# [WORK INSTRUCTIONS]
Scan the entries that follow and copy out every line containing "ends".
------ DATA SECTION ------
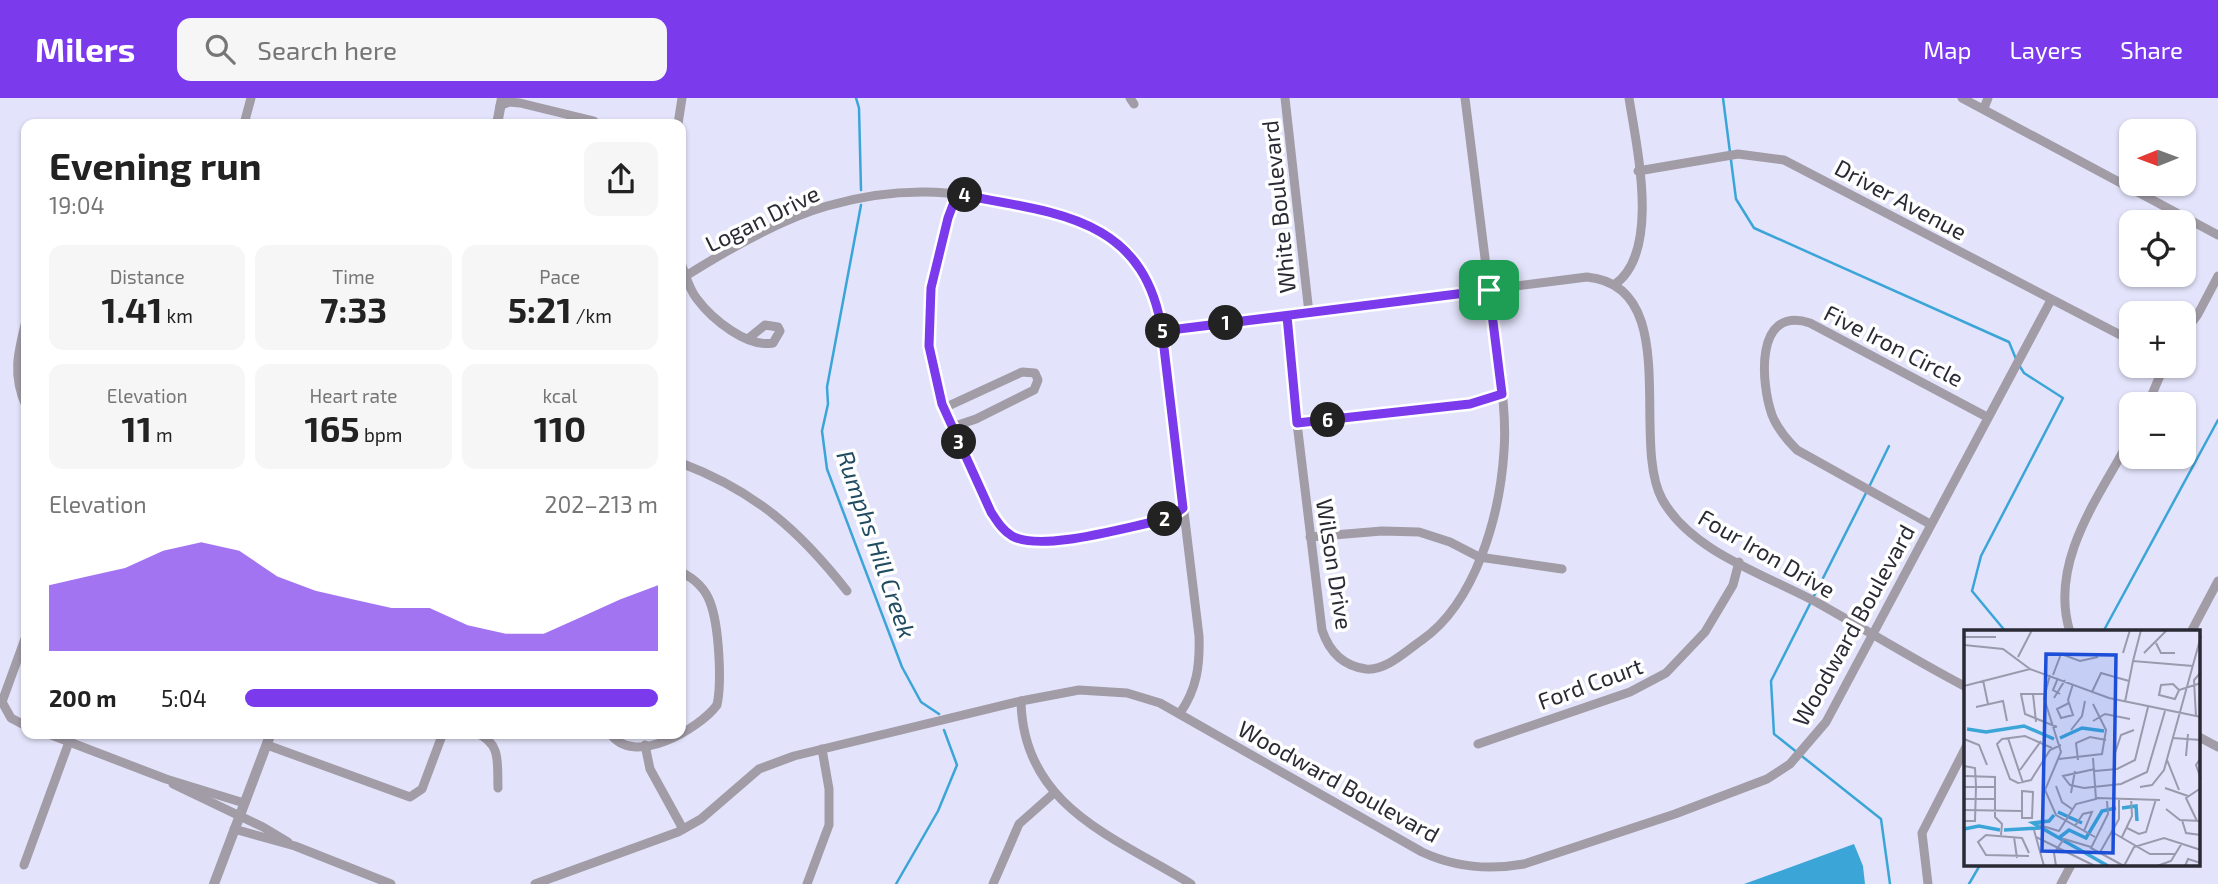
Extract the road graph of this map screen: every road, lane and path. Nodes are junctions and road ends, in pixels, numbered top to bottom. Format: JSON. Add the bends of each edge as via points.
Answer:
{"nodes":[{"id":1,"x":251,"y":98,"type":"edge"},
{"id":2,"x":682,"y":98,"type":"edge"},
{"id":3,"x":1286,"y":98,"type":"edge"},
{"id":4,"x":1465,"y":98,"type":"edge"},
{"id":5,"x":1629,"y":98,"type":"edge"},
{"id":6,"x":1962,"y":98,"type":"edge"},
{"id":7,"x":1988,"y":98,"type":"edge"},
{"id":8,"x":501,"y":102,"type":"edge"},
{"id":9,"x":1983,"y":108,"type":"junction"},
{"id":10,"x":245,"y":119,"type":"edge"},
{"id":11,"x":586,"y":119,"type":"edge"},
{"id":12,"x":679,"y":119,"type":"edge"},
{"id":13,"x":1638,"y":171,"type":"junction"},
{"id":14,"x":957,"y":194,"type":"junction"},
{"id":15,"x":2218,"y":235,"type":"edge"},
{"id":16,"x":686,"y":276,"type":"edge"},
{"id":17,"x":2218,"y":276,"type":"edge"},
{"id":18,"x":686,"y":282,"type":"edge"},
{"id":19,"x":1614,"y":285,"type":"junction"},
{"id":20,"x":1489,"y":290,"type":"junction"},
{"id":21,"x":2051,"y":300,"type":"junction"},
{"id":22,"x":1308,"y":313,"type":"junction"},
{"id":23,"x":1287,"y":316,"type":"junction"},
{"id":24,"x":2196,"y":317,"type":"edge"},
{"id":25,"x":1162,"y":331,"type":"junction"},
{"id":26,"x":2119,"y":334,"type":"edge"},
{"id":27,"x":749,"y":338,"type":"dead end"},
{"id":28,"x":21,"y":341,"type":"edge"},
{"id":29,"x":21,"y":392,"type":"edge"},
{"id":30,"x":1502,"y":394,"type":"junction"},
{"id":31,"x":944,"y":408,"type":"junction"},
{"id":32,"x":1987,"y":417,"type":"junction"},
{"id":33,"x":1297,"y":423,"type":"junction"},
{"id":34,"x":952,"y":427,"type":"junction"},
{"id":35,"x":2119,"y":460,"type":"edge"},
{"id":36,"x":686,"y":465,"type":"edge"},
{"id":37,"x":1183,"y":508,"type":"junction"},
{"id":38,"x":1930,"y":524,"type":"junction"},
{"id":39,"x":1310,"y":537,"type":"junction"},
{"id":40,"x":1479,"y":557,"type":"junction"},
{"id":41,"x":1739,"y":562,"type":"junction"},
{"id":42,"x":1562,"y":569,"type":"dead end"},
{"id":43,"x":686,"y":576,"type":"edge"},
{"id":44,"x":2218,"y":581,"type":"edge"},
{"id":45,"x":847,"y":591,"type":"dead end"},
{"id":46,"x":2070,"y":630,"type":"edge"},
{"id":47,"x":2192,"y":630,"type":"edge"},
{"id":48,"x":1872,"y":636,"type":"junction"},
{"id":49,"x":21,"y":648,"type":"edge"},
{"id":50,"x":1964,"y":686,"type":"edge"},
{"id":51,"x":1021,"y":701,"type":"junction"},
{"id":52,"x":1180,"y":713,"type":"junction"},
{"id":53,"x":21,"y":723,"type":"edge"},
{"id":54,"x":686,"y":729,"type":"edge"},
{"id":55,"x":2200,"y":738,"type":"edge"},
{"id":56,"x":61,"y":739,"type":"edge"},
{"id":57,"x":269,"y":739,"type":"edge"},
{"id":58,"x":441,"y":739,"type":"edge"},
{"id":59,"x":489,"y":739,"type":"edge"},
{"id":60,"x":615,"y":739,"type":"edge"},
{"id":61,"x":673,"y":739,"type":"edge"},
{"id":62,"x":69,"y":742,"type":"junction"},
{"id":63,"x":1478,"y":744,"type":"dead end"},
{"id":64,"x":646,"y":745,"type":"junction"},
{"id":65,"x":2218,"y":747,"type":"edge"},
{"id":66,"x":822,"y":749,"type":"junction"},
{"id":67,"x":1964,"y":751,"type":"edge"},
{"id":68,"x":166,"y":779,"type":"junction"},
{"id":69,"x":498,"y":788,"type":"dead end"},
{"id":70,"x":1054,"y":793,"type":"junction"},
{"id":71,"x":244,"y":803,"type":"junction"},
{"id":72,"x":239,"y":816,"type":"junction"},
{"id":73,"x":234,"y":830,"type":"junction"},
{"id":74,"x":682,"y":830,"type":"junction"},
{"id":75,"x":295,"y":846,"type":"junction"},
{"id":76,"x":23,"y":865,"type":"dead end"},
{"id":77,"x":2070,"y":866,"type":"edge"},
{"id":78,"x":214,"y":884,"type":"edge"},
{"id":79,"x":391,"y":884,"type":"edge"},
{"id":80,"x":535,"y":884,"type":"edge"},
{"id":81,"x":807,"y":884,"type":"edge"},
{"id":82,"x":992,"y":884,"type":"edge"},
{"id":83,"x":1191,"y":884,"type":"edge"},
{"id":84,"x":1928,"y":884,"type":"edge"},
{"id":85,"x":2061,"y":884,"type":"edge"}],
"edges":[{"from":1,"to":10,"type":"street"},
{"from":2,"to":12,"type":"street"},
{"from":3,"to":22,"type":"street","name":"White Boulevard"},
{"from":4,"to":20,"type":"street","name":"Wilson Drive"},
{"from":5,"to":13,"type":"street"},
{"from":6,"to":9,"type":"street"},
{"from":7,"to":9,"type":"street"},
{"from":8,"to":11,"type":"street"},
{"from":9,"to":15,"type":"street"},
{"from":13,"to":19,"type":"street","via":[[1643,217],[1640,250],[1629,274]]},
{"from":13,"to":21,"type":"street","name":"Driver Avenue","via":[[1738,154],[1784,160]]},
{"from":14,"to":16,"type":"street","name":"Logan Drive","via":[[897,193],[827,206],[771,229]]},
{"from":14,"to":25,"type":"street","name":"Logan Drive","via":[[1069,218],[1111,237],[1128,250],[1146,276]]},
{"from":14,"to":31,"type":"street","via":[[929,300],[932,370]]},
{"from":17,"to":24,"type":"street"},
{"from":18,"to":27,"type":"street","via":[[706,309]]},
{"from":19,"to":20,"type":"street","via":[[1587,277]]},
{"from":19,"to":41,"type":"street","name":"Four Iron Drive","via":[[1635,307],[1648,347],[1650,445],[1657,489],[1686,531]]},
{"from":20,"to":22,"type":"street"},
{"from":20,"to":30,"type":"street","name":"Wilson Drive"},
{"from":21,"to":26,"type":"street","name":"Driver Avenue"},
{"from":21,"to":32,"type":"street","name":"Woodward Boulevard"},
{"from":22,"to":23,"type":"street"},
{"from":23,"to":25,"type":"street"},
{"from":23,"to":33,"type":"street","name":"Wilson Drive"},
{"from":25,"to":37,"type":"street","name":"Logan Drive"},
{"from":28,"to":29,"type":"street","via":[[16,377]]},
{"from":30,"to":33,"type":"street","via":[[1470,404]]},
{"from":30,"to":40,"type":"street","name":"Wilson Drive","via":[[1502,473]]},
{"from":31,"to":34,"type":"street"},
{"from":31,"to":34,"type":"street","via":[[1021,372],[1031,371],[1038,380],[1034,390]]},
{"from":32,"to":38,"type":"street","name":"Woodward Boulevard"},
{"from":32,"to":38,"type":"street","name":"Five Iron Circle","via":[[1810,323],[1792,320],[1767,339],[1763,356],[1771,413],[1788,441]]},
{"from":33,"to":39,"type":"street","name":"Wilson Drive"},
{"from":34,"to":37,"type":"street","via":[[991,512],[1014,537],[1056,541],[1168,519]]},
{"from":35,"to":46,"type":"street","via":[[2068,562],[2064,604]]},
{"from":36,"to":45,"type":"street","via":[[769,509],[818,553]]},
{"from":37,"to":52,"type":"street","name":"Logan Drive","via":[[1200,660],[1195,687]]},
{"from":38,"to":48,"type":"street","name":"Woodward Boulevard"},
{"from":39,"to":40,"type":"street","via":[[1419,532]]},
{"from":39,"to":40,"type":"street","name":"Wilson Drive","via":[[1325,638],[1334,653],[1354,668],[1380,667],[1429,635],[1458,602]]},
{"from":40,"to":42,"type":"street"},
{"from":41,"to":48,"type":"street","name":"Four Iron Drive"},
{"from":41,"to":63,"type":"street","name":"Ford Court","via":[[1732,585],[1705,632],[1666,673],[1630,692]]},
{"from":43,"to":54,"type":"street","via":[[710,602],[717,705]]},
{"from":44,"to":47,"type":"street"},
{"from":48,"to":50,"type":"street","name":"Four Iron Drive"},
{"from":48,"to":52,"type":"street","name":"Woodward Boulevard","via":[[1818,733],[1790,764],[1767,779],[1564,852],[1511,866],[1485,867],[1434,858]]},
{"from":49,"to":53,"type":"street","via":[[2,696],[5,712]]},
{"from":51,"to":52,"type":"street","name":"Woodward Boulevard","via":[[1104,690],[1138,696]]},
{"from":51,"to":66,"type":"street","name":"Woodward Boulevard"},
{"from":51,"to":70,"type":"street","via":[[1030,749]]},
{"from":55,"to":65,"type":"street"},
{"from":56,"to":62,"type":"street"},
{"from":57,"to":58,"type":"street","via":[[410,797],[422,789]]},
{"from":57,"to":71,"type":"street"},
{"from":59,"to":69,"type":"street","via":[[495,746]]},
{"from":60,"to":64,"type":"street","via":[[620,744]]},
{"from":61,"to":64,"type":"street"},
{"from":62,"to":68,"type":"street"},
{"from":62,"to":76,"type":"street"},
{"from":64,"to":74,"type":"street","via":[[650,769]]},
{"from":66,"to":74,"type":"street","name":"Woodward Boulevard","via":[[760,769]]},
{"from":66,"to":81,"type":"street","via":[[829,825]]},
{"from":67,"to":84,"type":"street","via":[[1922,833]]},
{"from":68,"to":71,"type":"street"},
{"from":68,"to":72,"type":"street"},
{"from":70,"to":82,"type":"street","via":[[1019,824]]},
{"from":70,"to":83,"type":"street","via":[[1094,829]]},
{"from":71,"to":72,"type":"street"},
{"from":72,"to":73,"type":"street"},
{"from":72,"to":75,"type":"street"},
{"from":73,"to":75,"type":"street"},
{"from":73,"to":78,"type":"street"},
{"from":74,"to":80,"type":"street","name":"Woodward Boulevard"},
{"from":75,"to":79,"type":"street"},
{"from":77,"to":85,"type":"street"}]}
------
------ DATA SECTION ------
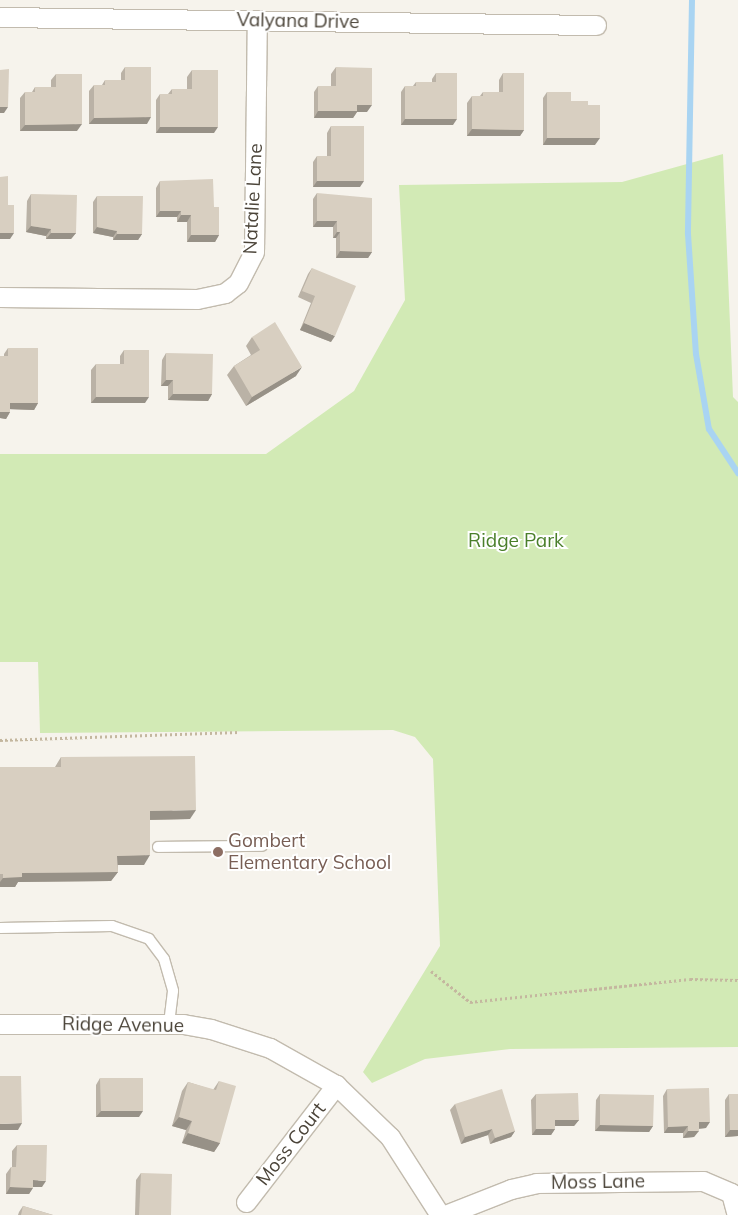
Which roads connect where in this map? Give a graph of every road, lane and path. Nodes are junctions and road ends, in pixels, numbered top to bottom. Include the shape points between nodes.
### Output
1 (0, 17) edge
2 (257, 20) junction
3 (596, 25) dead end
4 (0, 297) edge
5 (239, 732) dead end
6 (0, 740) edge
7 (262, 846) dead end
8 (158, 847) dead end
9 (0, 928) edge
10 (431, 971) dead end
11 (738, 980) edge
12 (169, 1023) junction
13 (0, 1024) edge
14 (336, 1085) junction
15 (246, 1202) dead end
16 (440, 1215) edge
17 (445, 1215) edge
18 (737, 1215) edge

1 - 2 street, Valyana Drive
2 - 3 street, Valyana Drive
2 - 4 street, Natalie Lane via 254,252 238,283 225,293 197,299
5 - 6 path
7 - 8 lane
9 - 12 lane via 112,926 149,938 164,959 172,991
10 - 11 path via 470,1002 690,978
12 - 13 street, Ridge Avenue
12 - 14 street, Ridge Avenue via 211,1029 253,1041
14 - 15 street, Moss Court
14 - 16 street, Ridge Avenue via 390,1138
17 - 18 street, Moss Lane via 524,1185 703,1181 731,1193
------
# [PROBLEM SOLUTION]
Extract the road graph of this map screen: every road, lane and path. Nodes are junctions and road ends, in pixels, numbered top to bottom. Format: JSON. Add the bends of each edge as via points.
Which roads connect where in this map? Give a graph of every road, lane and path. Nodes are junctions and road ends, in pixels, numbered top to bottom. Include the shape points between nodes.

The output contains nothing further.